St John Ambulance said it was concerned about some people using permanent ink and damaging the vehicles, and said it could distress patients and upset families who are donors.

"I've had no negative reaction in the community," Mr Fergusson said.

"I've had people that have been hooting their horns, giving us the thumbs up as they drive past. I've had people give notes to ambulance staff saying they think we are doing an amazing job."

Anthony Ivan, an intensive care paramedic from Pukekohe, said he was sick of being compared to a nurse. 

He said the profession had changed, but the pay was 20 years out of date.

"Nowadays as an intensive care paramedic on the road, I can put someone into an induced coma, intubate them - put a breathing tube down their throat and breathe for them, cut their chest open, if we need to at a big trauma," he said.

"Now that's well beyond the scope of a nurse, and indeed many doctors in many cases."
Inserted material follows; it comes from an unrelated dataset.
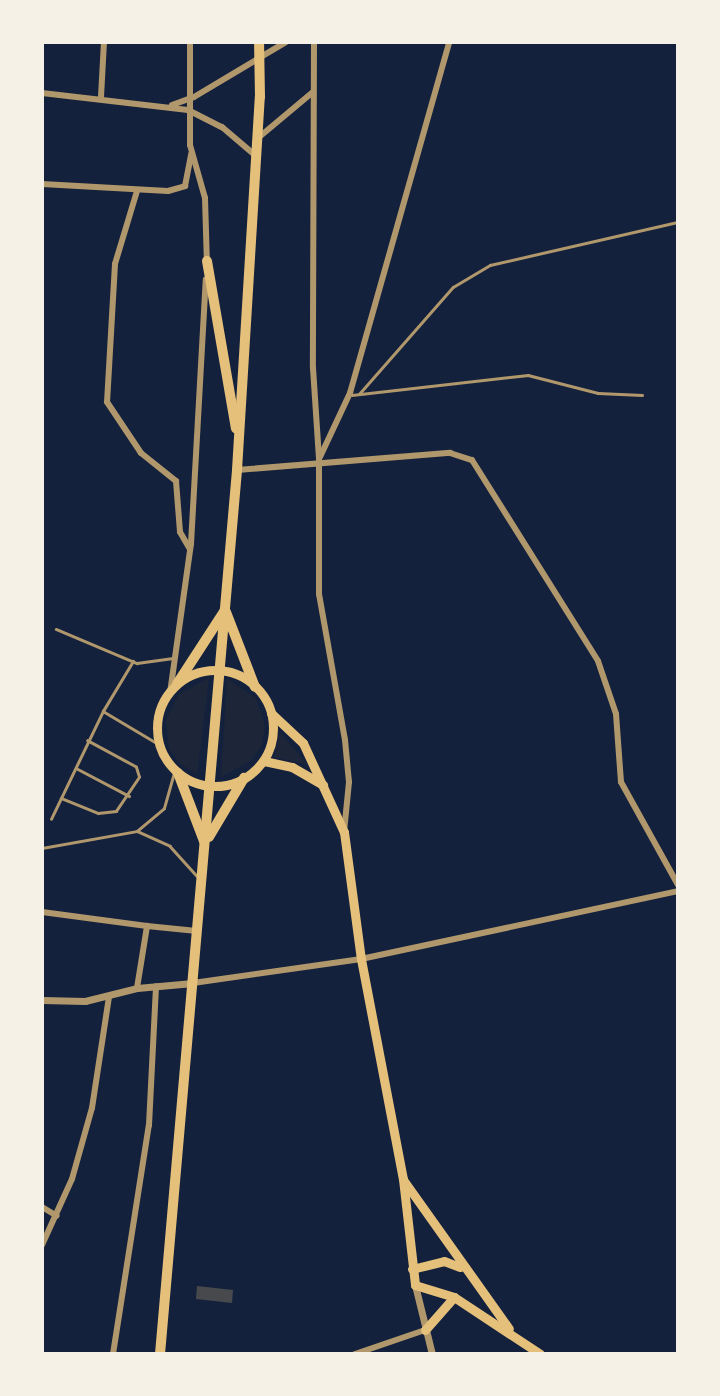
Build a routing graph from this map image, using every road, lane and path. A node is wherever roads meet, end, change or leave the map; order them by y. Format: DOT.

Mr Ivan said he struggled to make ends meet with his income, and wondered how his lower-ranked colleagues survived.

"Just to afford fuel and rent in Auckland, for golly's sake," he said.

"When I look at my colleagues who are further down the ladder, it is more, tremendously more difficult for them, and that is depressing to say the least."
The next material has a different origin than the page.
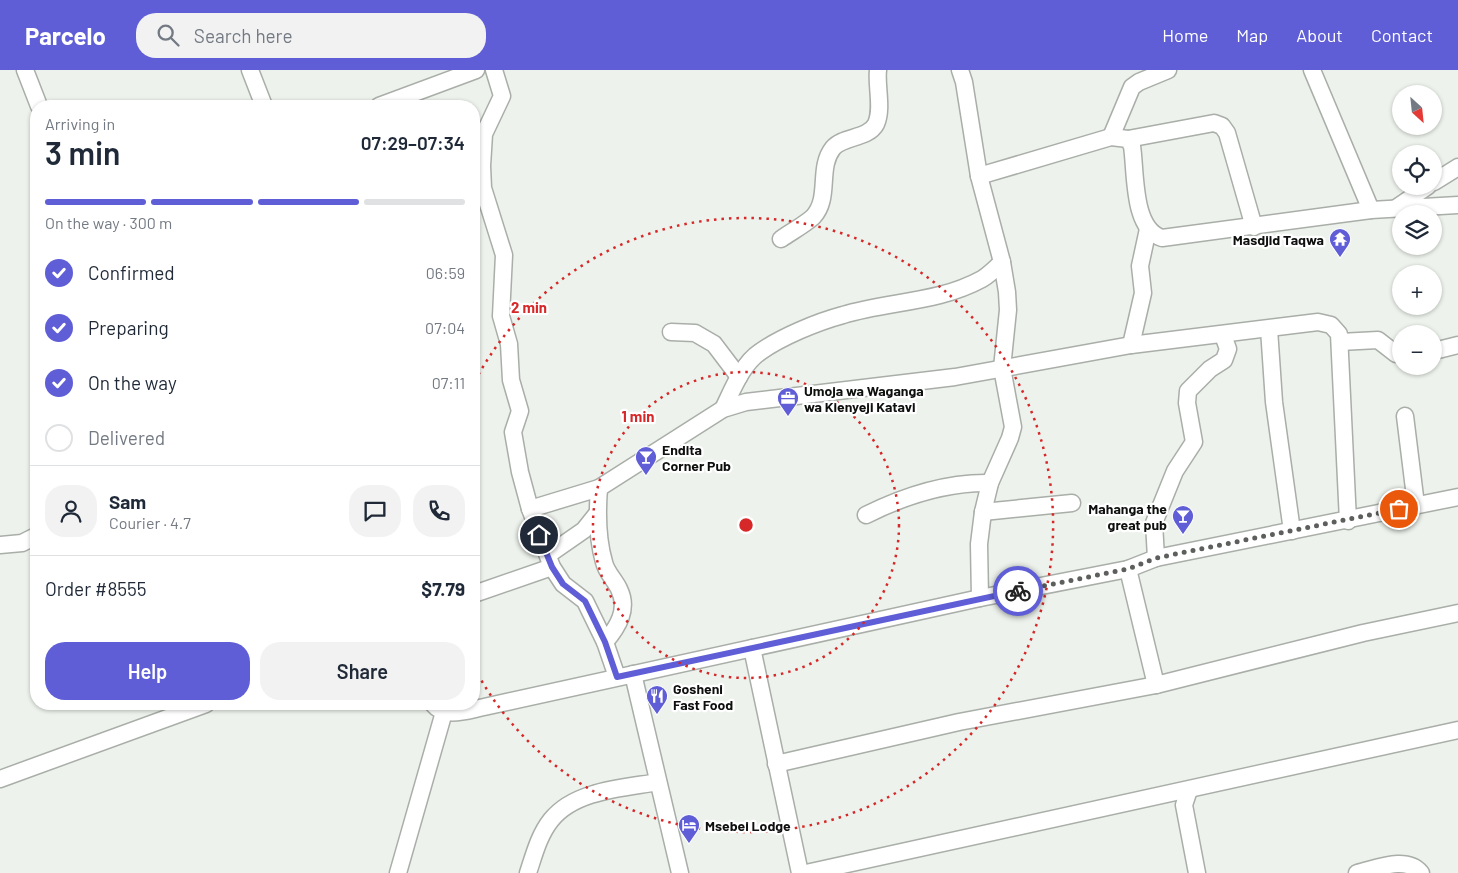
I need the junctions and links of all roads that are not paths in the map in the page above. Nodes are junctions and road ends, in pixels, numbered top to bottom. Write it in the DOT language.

Some of those colleagues are emergency medical technicians, who are paid about $50,000 a year. They say that salarly would immediately double if they went overseas.

Mr Fergusson said the lack of penalty rates hurt even more when other professions were getting more recognition.
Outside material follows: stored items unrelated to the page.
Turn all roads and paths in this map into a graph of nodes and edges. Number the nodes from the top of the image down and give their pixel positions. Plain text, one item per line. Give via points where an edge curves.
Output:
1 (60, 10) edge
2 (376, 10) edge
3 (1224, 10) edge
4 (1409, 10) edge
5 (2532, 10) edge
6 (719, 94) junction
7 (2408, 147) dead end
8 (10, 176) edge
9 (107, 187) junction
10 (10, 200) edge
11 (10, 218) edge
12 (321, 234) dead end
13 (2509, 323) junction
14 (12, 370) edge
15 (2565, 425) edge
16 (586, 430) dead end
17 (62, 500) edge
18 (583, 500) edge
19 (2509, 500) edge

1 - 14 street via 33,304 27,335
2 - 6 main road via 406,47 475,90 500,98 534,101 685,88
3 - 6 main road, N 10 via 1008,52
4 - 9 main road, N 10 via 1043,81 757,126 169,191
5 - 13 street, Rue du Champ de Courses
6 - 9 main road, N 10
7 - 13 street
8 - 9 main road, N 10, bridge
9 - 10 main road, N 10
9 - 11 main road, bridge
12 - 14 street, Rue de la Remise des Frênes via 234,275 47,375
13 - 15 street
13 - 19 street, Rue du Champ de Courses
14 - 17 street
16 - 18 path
"Nurses in hospitals get paid penal rates, doctors in hospitals get paid penal rates, cleaners get paid penal rates" he said.

"After their latest win, the cleaners will be paid more during the weekends than our most qualified ambulance staff."

He said he had bigger expectations of the Labour-led government.

"We have a current health minister whose whole government is based on wellness," he said.

"Our staff and the staff of emergency services are at higher risks of PTSD, mental health issues, we kind of consistently get the message from them that if you don't like it, go find somewhere else to work."

Lori Gommans, an emergency medical technician based in Hamilton, said she might not be for long if she can't get paid for the high-risk work she undertakes - especially when she's the only person in an ambulance attending a remote call-out.

"Places like Ngaruawahia and Huntly, they are single-crewed at night still," she said.

"You're dealing with people that aren't always happy to be dealing with us, so they can be quite violent."

She said that could happen every other day, and she has had to escape from properties and call police.

Where there are double-crews, the emergency medical assistant is only paid $19.10 an hour - even when that assistant's shift is covered by a highly skilled paramedic.

St John Ambulance declined to be interviewed but in a statement said it was negotiating in good faith with workers and the industrial action was also impacting St John financially.

St John director of people and capability, Sue Steen, said in partnership with Wellington Free Ambulance, St John had submitted a request for a significant increase in funding levels.

She said that funding bid included a provision to ensure that paramedic's pay matched their skill level.